Уставший и подавленный, Жиль тоже попросил разрешения пойти со всеми в церковь, что было ему тут же позволено.
При мягком, матовом свете снежного вечера храм уже не казался таким мрачным, каким он предстал перед взором горожанина в первый раз. Чуть заметное свечение, разливавшееся по старой церкви, было светлого, нежно-голубого цвета. Оно напоминало таинственный лунные лучи в теплую, летнюю пору, когда мошкара танцует у яркого пламени свечи… Искры, вспыхивающие на многочисленных витражах, блистали ровным, золотистым оттенком. Под изящными, высокими сводами было гораздо светлее. На этот раз вся обстановка рождала возвышенные мысли, дарила жизнерадостное настроение и манила надеждой…
В церкви аббата и графа Леруа уже ожидала вся скромная братия. Брат Колен выступил вперед и почтительно произнес:
– Сегодня монсеньор сможет взглянуть, на какие благочестивые дела идут его щедрые пожертвования. Наша несчастная обитель часто подвергалась бедам и испытаниям. Не успела она отстроиться, как половину витражей уничтожил внезапный пожар, а другую – грозная буря… Но, с Божьей помощью, мы понемногу восполняем эту потерю. Увы, монастырь наш скромен и беден, у нас не хватает средств, чтобы нанять какого-нибудь знаменитого художника для росписи витражей. Поэтому нам приходится довольствоваться услугами брата Ульфара и брата Жозефа, которые обучены этому искусному ремеслу. Идемте, монсеньор, они покажут вам свои незатейливые творения.

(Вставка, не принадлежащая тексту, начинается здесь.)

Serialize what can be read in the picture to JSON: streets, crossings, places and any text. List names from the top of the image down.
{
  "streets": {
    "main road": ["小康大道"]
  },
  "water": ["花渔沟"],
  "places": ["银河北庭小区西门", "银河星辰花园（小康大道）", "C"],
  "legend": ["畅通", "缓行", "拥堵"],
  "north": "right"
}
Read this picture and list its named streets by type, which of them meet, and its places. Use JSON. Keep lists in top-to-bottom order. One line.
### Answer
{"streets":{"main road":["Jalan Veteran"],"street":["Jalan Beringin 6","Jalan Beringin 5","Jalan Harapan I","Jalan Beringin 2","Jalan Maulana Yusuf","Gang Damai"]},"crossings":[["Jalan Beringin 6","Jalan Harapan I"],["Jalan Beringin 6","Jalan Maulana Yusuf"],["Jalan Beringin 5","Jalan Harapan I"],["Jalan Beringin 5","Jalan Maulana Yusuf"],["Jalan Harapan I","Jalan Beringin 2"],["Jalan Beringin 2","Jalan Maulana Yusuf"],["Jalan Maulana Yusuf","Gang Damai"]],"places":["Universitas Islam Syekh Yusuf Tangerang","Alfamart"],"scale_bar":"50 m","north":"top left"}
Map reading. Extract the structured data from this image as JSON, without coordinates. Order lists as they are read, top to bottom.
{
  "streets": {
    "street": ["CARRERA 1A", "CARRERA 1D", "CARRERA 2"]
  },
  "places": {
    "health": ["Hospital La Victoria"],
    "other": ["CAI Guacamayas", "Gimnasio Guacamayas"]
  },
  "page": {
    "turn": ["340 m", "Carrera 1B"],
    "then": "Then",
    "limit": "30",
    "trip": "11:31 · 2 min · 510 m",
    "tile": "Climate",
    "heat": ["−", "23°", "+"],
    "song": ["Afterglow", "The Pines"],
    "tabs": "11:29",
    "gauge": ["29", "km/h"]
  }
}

Возле одной стены, прорезанной рядом высоких окон, стоял Ульфар, спрятав руки в широкие рукава сутаны и пристально глядя на свои рисунки, покрывавшие цветные стекла.
Сеньор де Леруа стал с увлечением разглядывать сиявшие перед ним серебристые витражи.
На первом окне была изображена святая Троица во всем своем неземном блеске и величии. Она как бы открывала длинный ряд остальных картин, на которых мощным и широким потоком развертывалась библейская история.
Все начиналось с сотворения мира, с цветущих райских садов, изобилия живности и диковинных трав. Но светлые и мирные краски очень быстро сменялись более драматичными и темными.
Вот вздорная, легкомысленная и злонравная Ева с преступным удовольствием слушала сладкие речи лукавого Змия. На ярких устах ее играла смутная, сладострастная улыбка. А Змий с человеческой головой изящно изгибался вокруг ствола могучего зеленого дерева. Ева грациозно склоняла к нему свою хорошенькую и глупую голову…
Следующая картина повествовала об изгнании своевольных и неразумных людей из светлого и прекрасного рая. Несчастный Адам, погубленный своей коварной супругой, рыдая, закрывал пылающее от стыда лицо. Ева же, обернувшись к зрителям, торжествующе и дерзко улыбалась.
Эти драматичные сцены как бы говорили людям, созерцавшим их, о краткости и непрочности человеческого счастья, о порочности женской природы, о греховности и безумии людей, не имеющих сил противостоять хитрым и тонким ухищрениям Сатаны. Они призывали быть настороже: повсюду грех, порча и погибель!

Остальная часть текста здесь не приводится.